Tuesday, June 1, 2010

Coffee Talk

As an Emerson Grant recipient, the Media Relations office at Hamilton interviewed me as part of their spotlight on student research:
Emerson Fellow Kate Northway '11 Promotes Local Food Movement

“I really just want to help people,” declared Kate Northway ’11, an Emerson Fellowship recipient who will be staying on campus over the summer, pursuing an independent research project in the city of Utica. Northway’s project, titled “Urban Agriculture in Utica: Maintaining Immigrant Identity While Creating Economic Self-Sufficiency,” examines and promotes the local food movement in underprivileged communities. She is working with Assistant Professor of Women’s Studies Anne Lacsamana.

Northway has an interest in food production that stems from the documentary, Food Inc, which she saw last summer. Food Inc examines the industrialization of food production, and concludes that mechanized food production results in lower quality products and a consumer base that is further distanced from agriculture than ever before. She also took a class in global feminisms that opened her eyes to issues surrounding social justice.

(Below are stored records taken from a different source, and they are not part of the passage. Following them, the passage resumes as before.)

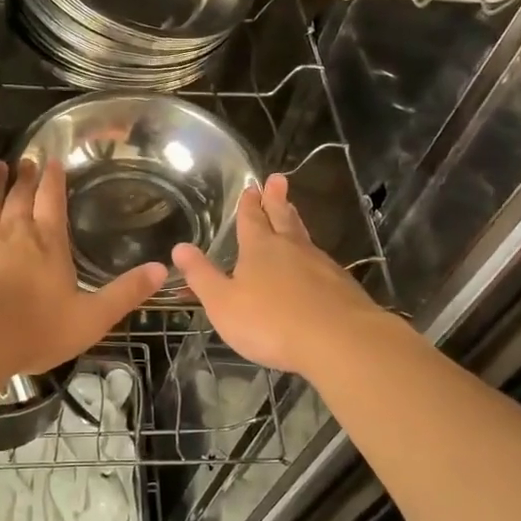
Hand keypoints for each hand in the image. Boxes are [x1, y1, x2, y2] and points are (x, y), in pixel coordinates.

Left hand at [0, 158, 165, 383]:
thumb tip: (163, 269)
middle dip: (26, 177)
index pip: (52, 200)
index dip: (53, 179)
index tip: (52, 160)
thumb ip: (125, 293)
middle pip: (21, 196)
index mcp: (48, 242)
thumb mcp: (91, 318)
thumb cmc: (34, 328)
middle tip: (26, 159)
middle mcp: (15, 232)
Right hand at [173, 173, 387, 376]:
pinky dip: (312, 255)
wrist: (338, 340)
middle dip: (277, 199)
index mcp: (260, 249)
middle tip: (278, 179)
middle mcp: (291, 248)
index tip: (252, 186)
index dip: (249, 203)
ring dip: (295, 222)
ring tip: (292, 211)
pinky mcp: (341, 285)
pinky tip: (314, 263)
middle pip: (282, 217)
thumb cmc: (271, 322)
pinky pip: (321, 261)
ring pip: (304, 237)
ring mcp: (320, 265)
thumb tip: (180, 247)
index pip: (252, 219)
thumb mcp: (223, 303)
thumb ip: (202, 276)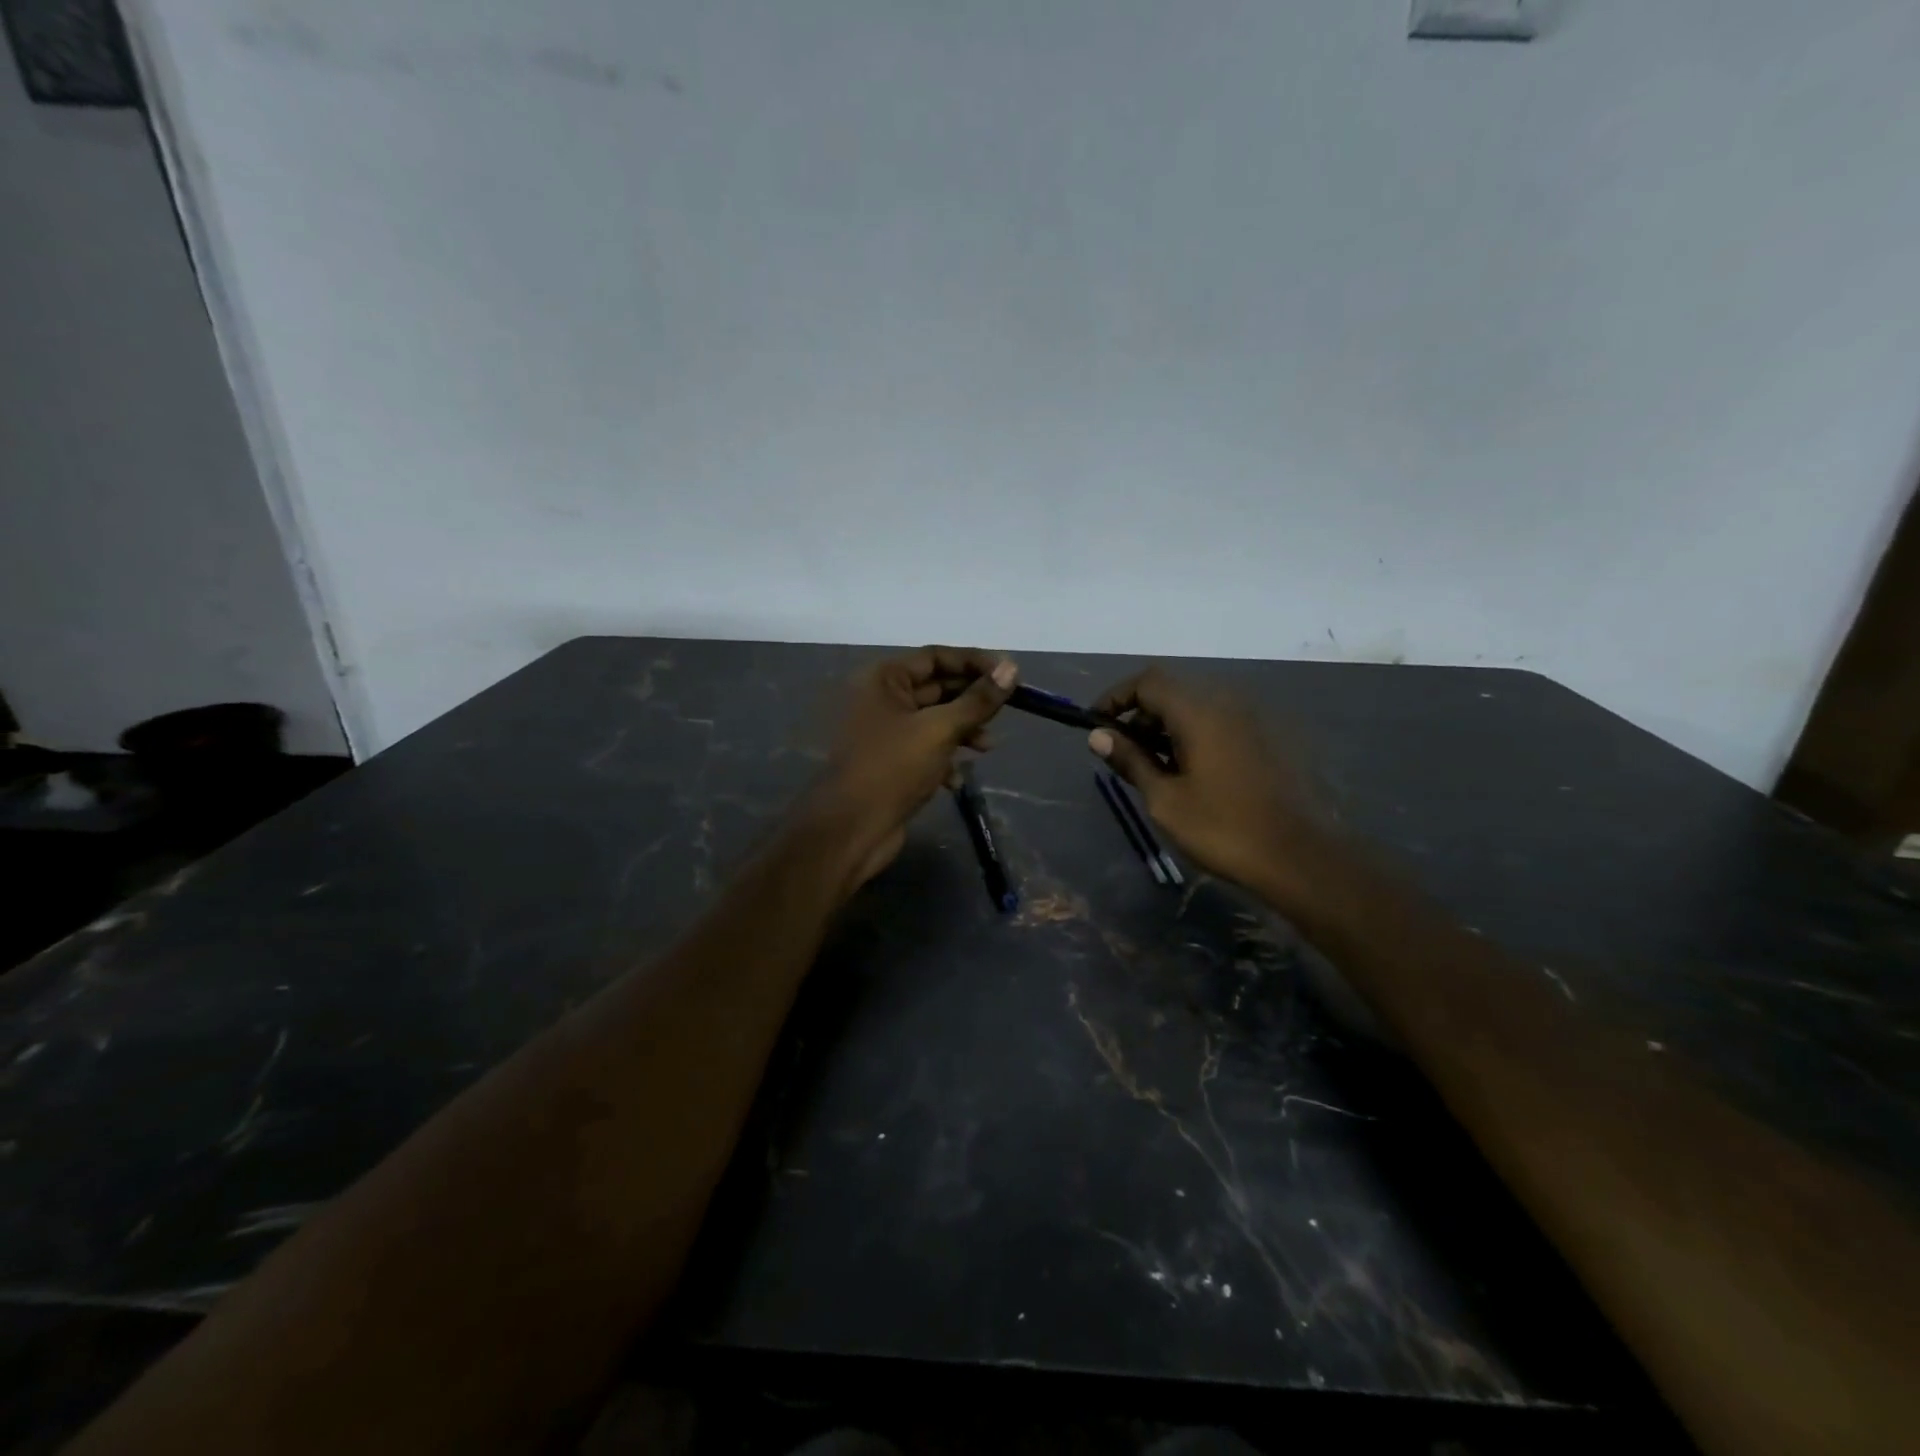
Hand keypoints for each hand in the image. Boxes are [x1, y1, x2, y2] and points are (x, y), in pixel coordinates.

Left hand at [810, 646, 1017, 889]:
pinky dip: (945, 759)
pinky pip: (925, 750)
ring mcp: (884, 733)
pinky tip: (958, 779)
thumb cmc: (893, 767)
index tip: (1010, 674)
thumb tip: (1011, 668)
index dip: (974, 662)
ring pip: (934, 721)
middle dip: (972, 700)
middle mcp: (881, 699)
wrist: (852, 828)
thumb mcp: (940, 729)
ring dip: (963, 731)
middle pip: (937, 688)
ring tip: (988, 748)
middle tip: (1006, 712)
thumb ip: (978, 700)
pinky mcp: (891, 763)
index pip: (935, 656)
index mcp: (884, 679)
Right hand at [1087, 667, 1338, 910]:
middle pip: (1172, 692)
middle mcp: (1228, 704)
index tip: (1096, 724)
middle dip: (1140, 716)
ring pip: (1197, 709)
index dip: (1116, 697)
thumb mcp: (1165, 799)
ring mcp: (1252, 721)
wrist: (1300, 858)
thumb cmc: (1223, 829)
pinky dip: (1194, 737)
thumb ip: (1131, 761)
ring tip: (1153, 769)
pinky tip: (1189, 774)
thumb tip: (1098, 735)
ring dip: (1166, 728)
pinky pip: (1220, 724)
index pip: (1148, 682)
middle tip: (1122, 754)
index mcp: (1200, 712)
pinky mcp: (1268, 741)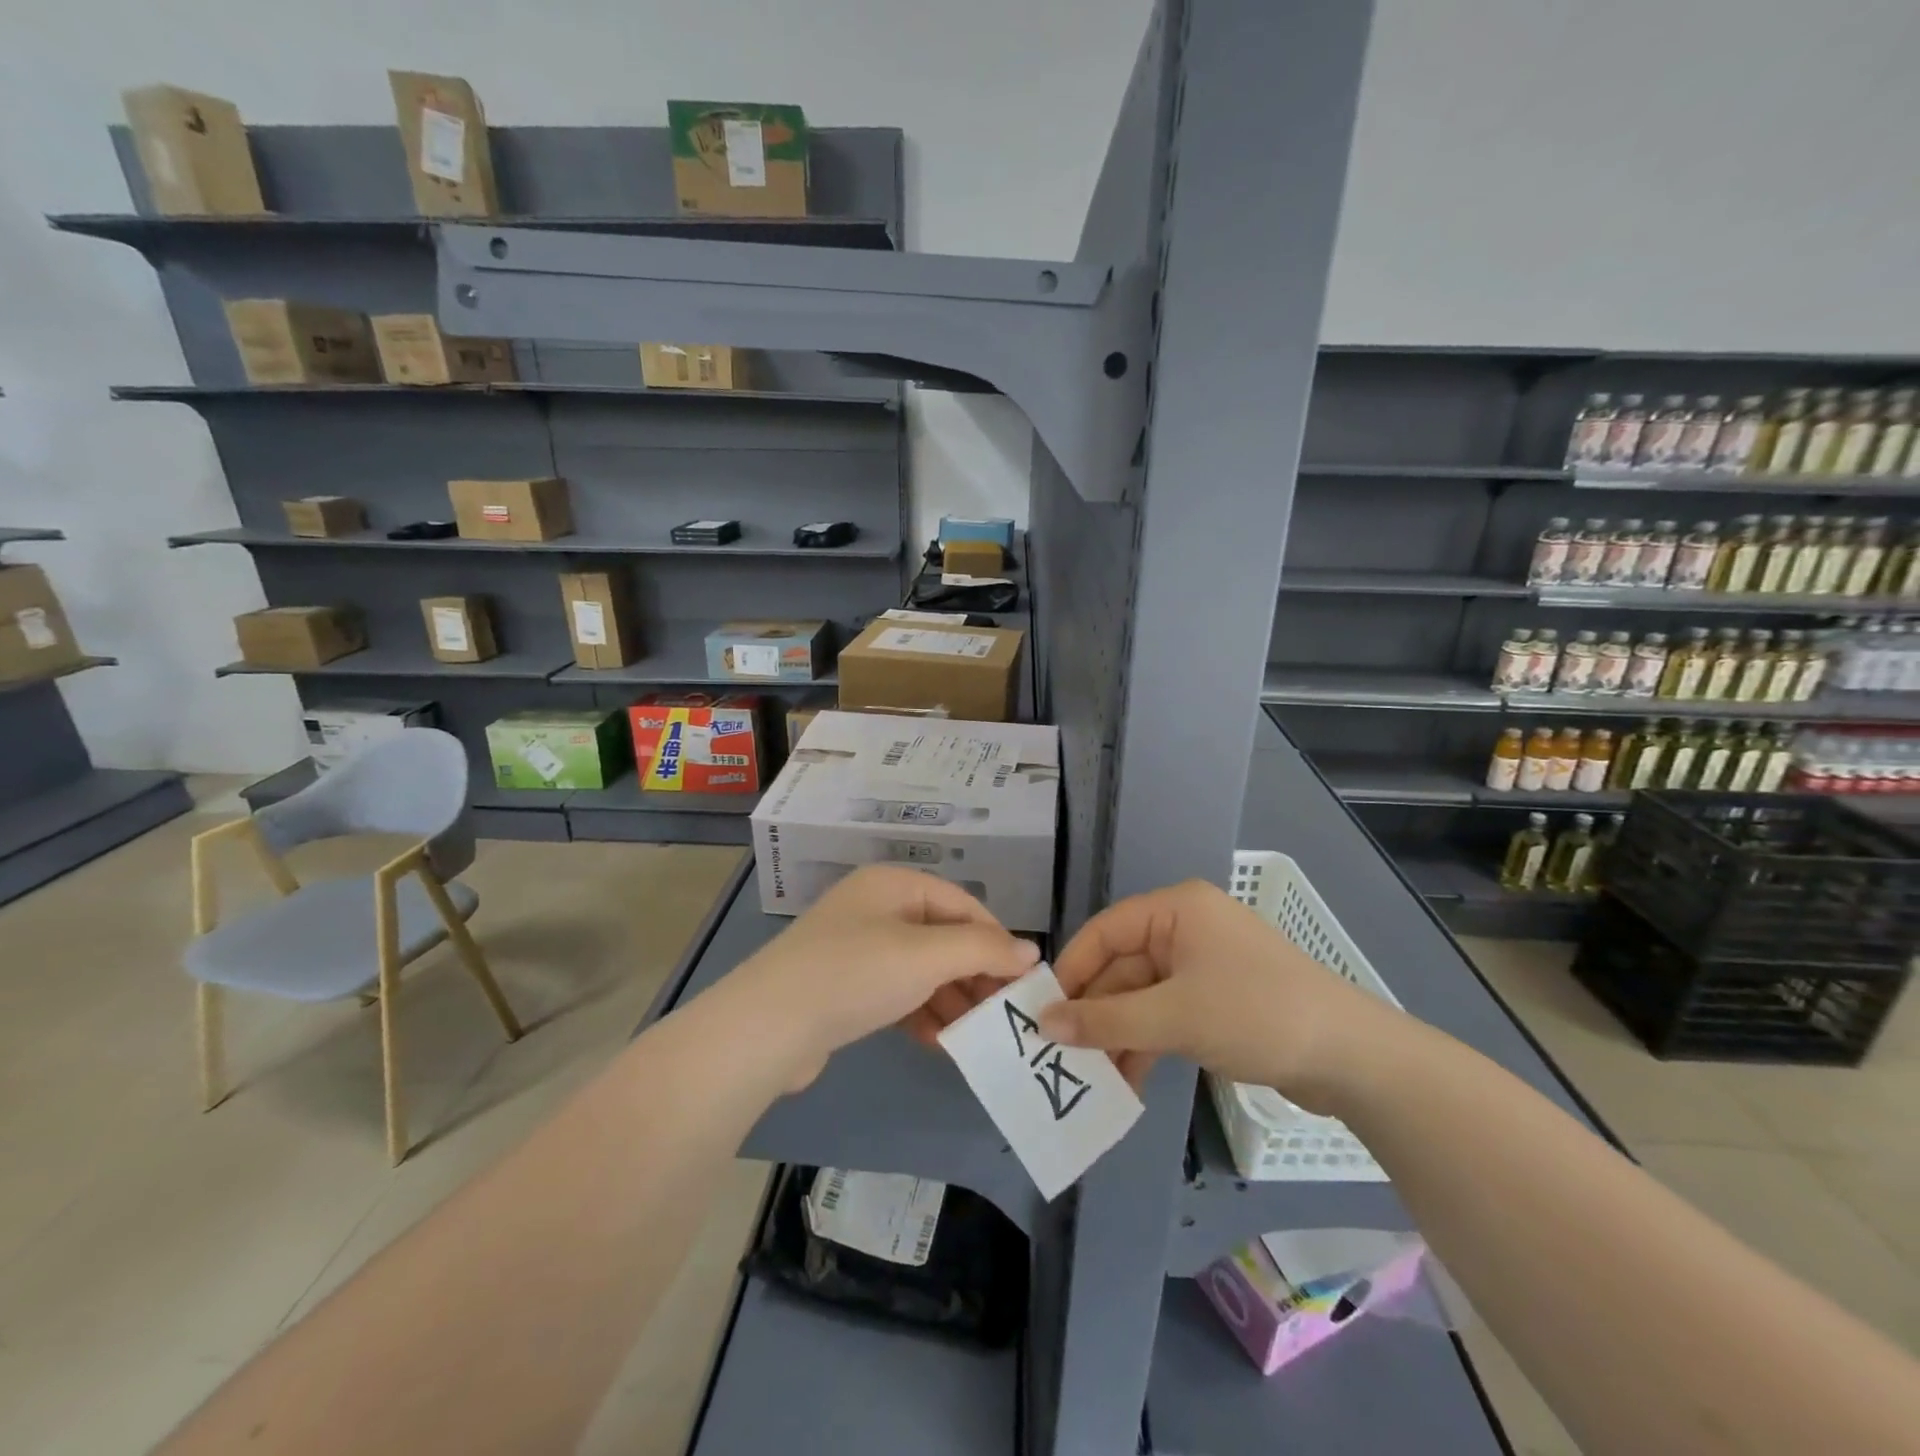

This summer, Northway is focusing her interest and efforts on residents of the city of Utica. Low-income communities in urban environments often struggle the most with healthy eating for several reasons because imported fresh produce is the more expensive option; fast food restaurants, microwave meals, and unhealthy junk foods are convenient and inexpensive alternatives to fresh produce. However, explained Northway, there is no reason why the locally-grown food movement has to only apply to high-income suburban neighborhoods. Community farms in urban neighborhoods represent social capital and give agency to communities and, in addition, offer healthy and relatively low-cost food.

Northway’s fellowship is more hands-on activism than it is research. She will spend the summer working on starting two community gardens in Utica. One will be at Martin Luther King Jr. Elementary, a school that just recently purchased a refrigerator because in the past, they had been receiving large amounts of fresh produce but had no way of storing them. Northway hopes to teach the students about nutrition and about the value of being able to grow their own food. Northway’s second garden, at Utica’s Resource Center for the Disabled, will promote a sense of independence and agency among the residents.

Northway is a double major in communication and women’s studies, and sees this project as an attempt to put feminist theory into practice. Women have traditionally been the ones doing a large part of the grocery shopping and cooking, and thus are at the center of the local foods movement. Beyond knowing that she wants to make use of her women’s studies major and help the underprivileged, Northway does not have any concrete career aspirations. “What I’ve been asking myself is, ‘how do I take all the stuff I’ve been learning in academia and apply it outside to help make a better world?’” she said.

1 comment:

  1. This is fantastic, Kate! While we loved having you as our nanny last summer, it looks like you're having a larger impact on the people of Utica; so, we'll forgive you for not coming back ;) Can't wait to see you in a few weeks!